Dataset entries =>
----------

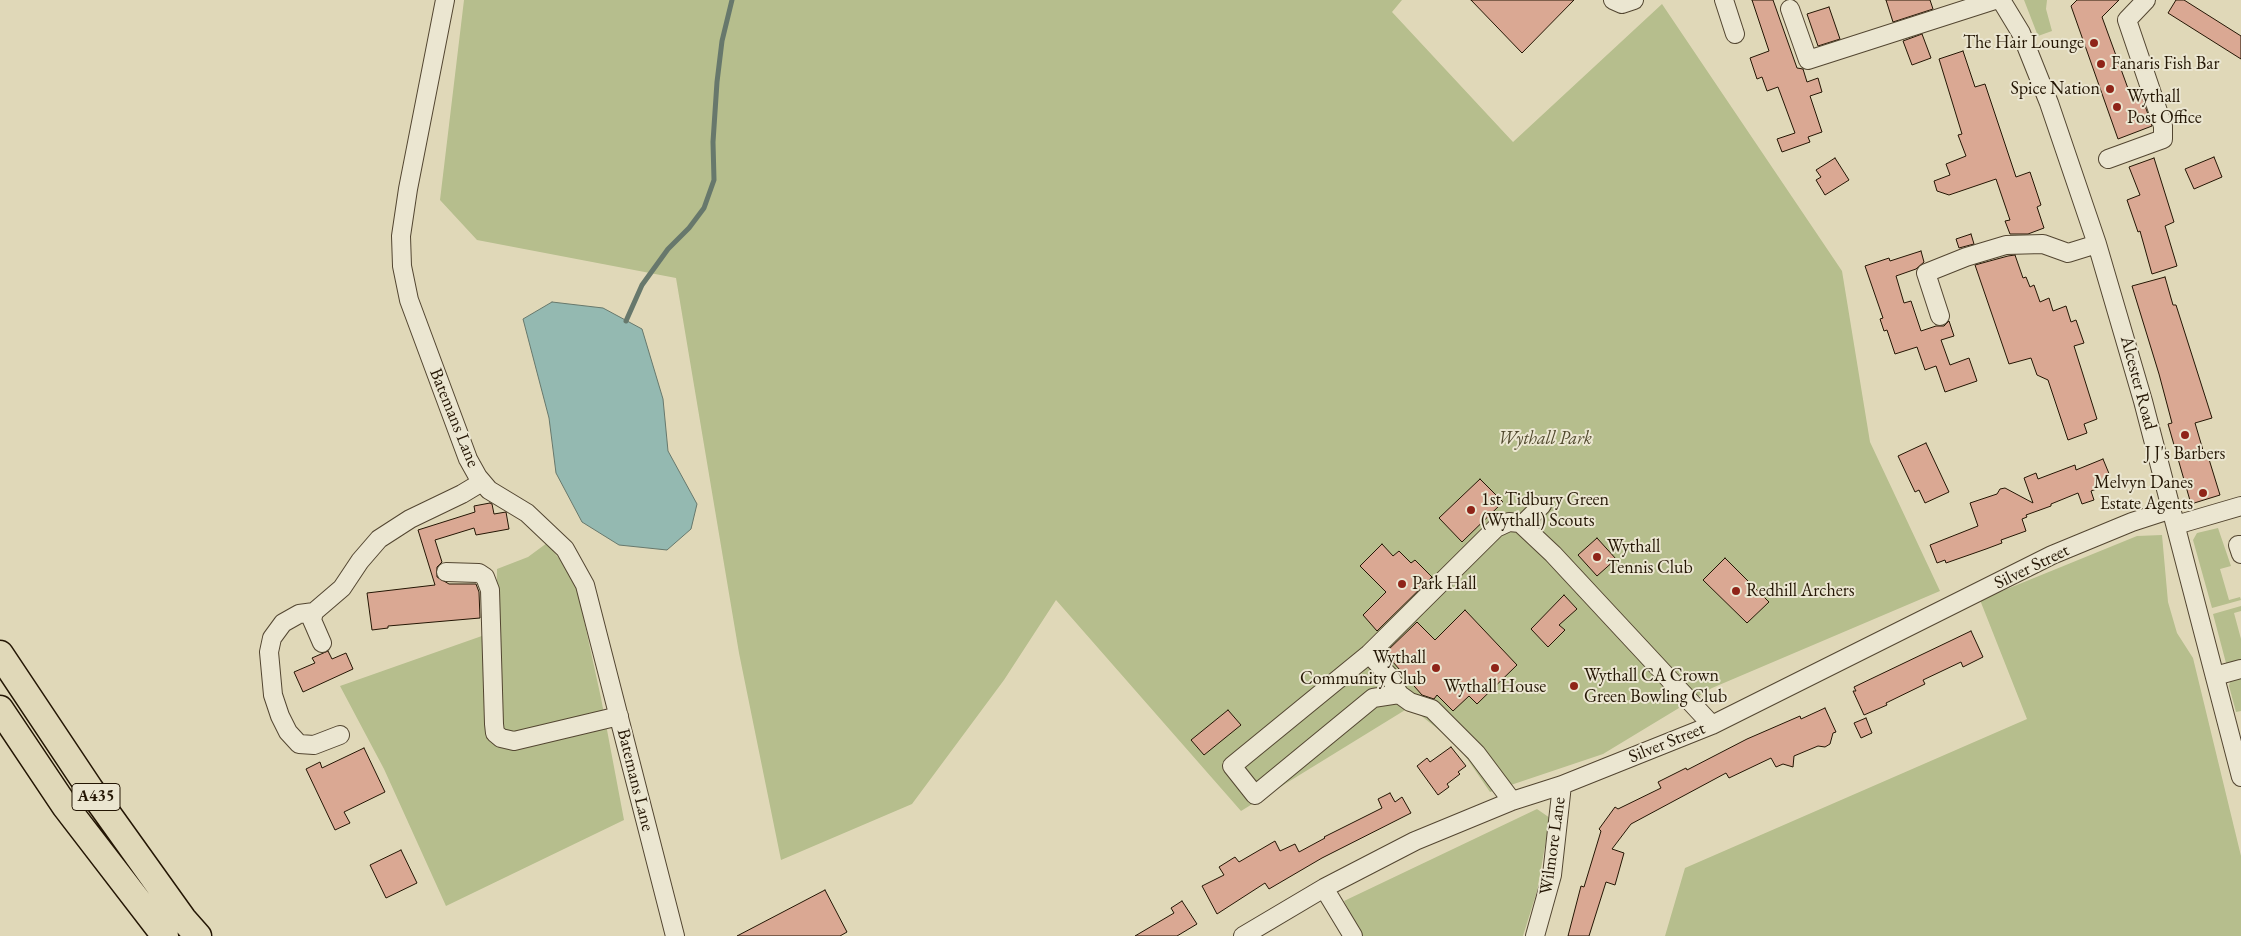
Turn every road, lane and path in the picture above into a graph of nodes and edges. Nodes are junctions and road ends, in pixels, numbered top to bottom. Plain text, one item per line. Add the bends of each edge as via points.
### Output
1 (445, 0) edge
2 (1613, 0) edge
3 (1634, 0) edge
4 (1724, 0) edge
5 (1995, 0) edge
6 (2001, 0) edge
7 (2146, 0) edge
8 (1790, 9) dead end
9 (1735, 34) dead end
10 (2108, 158) dead end
11 (2097, 244) junction
12 (1940, 316) dead end
13 (482, 482) junction
14 (1542, 505) dead end
15 (2241, 506) edge
16 (2174, 517) junction
17 (1522, 525) junction
18 (2241, 545) edge
19 (2241, 554) edge
20 (446, 572) dead end
21 (314, 612) junction
22 (322, 643) dead end
23 (0, 654) edge
24 (1369, 654) junction
25 (2241, 669) edge
26 (2215, 676) junction
27 (1399, 694) junction
28 (0, 709) edge
29 (619, 716) junction
30 (1712, 724) junction
31 (340, 735) dead end
32 (2241, 777) edge
33 (1562, 785) junction
34 (1512, 801) junction
35 (1324, 888) junction
36 (165, 936) edge
37 (198, 936) edge
38 (675, 936) edge
39 (1243, 936) edge
40 (1353, 936) edge
41 (1535, 936) edge

1 - 13 street, Batemans Lane via 408,189 401,236 402,266 409,300 468,458
2 - 3 street via 1622,4
4 - 9 street
5 - 8 street via 1808,60
6 - 11 street, Alcester Road via 2021,33 2049,103
7 - 10 street via 2127,20 2162,126 2163,139
11 - 12 street via 2068,253 2043,244 2006,245 1926,273
11 - 16 street, Alcester Road
13 - 21 street via 379,539 342,588
13 - 29 street, Batemans Lane via 540,524 565,549 577,568 585,584
14 - 17 street
15 - 16 street, Silver Street
16 - 26 street, Alcester Road
16 - 30 street, Silver Street via 2132,522 2052,555
17 - 24 street via 1509,522 1496,528
17 - 30 street
18 - 19 street via 2238,545
20 - 29 street via 478,573 485,577 490,590 494,724 495,733 501,738 514,741
21 - 22 street via 312,620
21 - 31 street via 299,614 283,623 272,638 269,652 273,696 288,732 299,744 314,745
23 - 37 highway, A435 via 90,789
24 - 27 street via 1390,677
24 - 27 street via 1232,766 1254,795 1373,698
25 - 26 street
26 - 32 street, Alcester Road
27 - 34 street via 1410,702 1432,709 1476,753
28 - 36 highway, A435 via 65,806
29 - 38 street, Batemans Lane
30 - 33 street, Silver Street
33 - 34 street, Silver Street
33 - 41 street, Wilmore Lane via 1552,875
34 - 35 street, Silver Street via 1415,841
35 - 39 street, Silver Street
35 - 40 street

----------

Required action => Before you return the listing, strip out its pictures; all else must match exactly.

Response =>
Turn every road, lane and path in the picture above into a graph of nodes and edges. Nodes are junctions and road ends, in pixels, numbered top to bottom. Plain text, one item per line. Add the bends of each edge as via points.
### Output
1 (445, 0) edge
2 (1613, 0) edge
3 (1634, 0) edge
4 (1724, 0) edge
5 (1995, 0) edge
6 (2001, 0) edge
7 (2146, 0) edge
8 (1790, 9) dead end
9 (1735, 34) dead end
10 (2108, 158) dead end
11 (2097, 244) junction
12 (1940, 316) dead end
13 (482, 482) junction
14 (1542, 505) dead end
15 (2241, 506) edge
16 (2174, 517) junction
17 (1522, 525) junction
18 (2241, 545) edge
19 (2241, 554) edge
20 (446, 572) dead end
21 (314, 612) junction
22 (322, 643) dead end
23 (0, 654) edge
24 (1369, 654) junction
25 (2241, 669) edge
26 (2215, 676) junction
27 (1399, 694) junction
28 (0, 709) edge
29 (619, 716) junction
30 (1712, 724) junction
31 (340, 735) dead end
32 (2241, 777) edge
33 (1562, 785) junction
34 (1512, 801) junction
35 (1324, 888) junction
36 (165, 936) edge
37 (198, 936) edge
38 (675, 936) edge
39 (1243, 936) edge
40 (1353, 936) edge
41 (1535, 936) edge

1 - 13 street, Batemans Lane via 408,189 401,236 402,266 409,300 468,458
2 - 3 street via 1622,4
4 - 9 street
5 - 8 street via 1808,60
6 - 11 street, Alcester Road via 2021,33 2049,103
7 - 10 street via 2127,20 2162,126 2163,139
11 - 12 street via 2068,253 2043,244 2006,245 1926,273
11 - 16 street, Alcester Road
13 - 21 street via 379,539 342,588
13 - 29 street, Batemans Lane via 540,524 565,549 577,568 585,584
14 - 17 street
15 - 16 street, Silver Street
16 - 26 street, Alcester Road
16 - 30 street, Silver Street via 2132,522 2052,555
17 - 24 street via 1509,522 1496,528
17 - 30 street
18 - 19 street via 2238,545
20 - 29 street via 478,573 485,577 490,590 494,724 495,733 501,738 514,741
21 - 22 street via 312,620
21 - 31 street via 299,614 283,623 272,638 269,652 273,696 288,732 299,744 314,745
23 - 37 highway, A435 via 90,789
24 - 27 street via 1390,677
24 - 27 street via 1232,766 1254,795 1373,698
25 - 26 street
26 - 32 street, Alcester Road
27 - 34 street via 1410,702 1432,709 1476,753
28 - 36 highway, A435 via 65,806
29 - 38 street, Batemans Lane
30 - 33 street, Silver Street
33 - 34 street, Silver Street
33 - 41 street, Wilmore Lane via 1552,875
34 - 35 street, Silver Street via 1415,841
35 - 39 street, Silver Street
35 - 40 street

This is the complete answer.